▸ **Provided information**
▶

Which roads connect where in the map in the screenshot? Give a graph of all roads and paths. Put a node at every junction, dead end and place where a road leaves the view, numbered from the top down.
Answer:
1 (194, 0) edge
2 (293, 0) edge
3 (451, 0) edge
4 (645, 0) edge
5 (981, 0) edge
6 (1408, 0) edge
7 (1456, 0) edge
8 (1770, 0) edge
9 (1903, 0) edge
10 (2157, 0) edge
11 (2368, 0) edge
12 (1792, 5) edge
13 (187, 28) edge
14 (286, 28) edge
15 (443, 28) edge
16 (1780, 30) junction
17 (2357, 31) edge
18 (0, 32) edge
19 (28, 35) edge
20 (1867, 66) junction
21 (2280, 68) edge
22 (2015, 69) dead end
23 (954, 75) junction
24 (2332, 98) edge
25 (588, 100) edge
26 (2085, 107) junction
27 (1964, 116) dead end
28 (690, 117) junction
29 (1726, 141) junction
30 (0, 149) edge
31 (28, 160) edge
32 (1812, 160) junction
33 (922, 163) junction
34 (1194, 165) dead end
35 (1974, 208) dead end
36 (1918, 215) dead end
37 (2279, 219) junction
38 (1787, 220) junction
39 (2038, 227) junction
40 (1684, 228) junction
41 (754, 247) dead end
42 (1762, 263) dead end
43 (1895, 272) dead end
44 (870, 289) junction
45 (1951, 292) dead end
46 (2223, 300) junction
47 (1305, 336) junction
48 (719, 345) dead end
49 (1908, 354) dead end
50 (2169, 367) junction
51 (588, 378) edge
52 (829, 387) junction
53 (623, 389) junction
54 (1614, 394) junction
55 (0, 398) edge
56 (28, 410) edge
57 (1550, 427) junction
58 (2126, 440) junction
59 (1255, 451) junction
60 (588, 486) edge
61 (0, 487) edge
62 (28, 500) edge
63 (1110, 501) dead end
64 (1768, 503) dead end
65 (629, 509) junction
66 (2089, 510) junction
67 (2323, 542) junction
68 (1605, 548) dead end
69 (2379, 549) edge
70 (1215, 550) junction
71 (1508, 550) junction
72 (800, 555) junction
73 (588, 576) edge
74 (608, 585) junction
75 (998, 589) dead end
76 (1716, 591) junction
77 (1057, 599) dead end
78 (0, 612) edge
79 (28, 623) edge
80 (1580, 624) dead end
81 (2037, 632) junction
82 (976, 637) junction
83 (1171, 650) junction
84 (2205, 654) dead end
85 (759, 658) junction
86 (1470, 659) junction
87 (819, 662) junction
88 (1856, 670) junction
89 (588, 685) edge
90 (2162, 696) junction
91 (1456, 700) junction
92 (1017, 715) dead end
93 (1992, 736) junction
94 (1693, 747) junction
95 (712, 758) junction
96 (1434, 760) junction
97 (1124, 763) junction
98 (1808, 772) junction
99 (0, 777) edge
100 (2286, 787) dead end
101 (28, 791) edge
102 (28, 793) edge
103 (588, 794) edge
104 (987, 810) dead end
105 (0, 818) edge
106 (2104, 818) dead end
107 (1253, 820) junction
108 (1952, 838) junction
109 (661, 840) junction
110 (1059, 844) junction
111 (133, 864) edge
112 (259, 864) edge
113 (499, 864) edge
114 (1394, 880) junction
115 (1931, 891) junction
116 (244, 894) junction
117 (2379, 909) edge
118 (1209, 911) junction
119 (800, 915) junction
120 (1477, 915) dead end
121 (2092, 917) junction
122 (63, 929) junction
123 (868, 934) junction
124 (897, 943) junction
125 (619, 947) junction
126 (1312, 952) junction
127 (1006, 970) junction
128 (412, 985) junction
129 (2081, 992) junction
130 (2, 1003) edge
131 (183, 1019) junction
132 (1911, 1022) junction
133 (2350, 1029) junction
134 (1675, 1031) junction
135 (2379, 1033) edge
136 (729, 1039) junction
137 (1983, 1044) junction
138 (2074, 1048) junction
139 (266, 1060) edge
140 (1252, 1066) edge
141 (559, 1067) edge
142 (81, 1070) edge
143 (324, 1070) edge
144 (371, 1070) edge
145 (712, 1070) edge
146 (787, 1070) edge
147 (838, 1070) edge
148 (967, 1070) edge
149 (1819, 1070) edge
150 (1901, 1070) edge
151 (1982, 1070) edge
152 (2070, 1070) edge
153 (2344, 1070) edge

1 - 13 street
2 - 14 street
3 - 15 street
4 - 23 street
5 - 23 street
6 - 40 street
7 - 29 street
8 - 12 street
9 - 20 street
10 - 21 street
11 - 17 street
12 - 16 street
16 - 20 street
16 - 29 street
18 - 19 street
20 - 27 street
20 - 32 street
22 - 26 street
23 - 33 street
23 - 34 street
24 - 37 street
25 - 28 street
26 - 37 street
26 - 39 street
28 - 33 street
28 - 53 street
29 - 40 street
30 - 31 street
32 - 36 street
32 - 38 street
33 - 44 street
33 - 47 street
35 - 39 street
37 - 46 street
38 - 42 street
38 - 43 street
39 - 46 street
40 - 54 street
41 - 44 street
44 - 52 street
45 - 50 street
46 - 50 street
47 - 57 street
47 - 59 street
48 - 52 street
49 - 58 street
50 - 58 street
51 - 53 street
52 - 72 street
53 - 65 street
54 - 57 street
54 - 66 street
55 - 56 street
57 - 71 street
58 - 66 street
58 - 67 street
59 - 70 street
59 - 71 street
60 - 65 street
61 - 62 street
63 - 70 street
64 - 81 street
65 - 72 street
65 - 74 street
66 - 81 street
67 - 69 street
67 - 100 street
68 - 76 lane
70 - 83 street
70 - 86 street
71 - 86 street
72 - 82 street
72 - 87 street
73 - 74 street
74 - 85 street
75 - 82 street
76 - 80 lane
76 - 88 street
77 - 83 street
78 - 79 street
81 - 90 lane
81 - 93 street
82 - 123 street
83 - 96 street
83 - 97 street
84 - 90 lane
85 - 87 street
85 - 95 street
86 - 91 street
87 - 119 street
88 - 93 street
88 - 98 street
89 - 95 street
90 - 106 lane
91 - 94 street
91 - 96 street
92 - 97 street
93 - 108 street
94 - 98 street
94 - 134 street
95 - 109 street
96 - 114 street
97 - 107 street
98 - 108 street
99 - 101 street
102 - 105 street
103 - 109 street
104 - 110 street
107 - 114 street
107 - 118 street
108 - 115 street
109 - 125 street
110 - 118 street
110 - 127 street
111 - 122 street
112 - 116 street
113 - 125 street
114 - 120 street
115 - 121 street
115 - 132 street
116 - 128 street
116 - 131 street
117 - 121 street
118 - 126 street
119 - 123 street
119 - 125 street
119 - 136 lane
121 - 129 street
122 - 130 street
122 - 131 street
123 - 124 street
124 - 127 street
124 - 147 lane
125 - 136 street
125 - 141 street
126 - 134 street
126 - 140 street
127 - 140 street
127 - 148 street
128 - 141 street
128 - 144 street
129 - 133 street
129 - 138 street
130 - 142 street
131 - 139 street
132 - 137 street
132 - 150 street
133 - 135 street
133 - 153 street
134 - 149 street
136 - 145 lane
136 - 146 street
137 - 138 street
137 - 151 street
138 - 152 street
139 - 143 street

◀

▸ **Assigned task**
Find each line in the listing above that contains "lane", and copy that line.

▸ **Task output**
68 - 76 lane
76 - 80 lane
81 - 90 lane
84 - 90 lane
90 - 106 lane
119 - 136 lane
124 - 147 lane
136 - 145 lane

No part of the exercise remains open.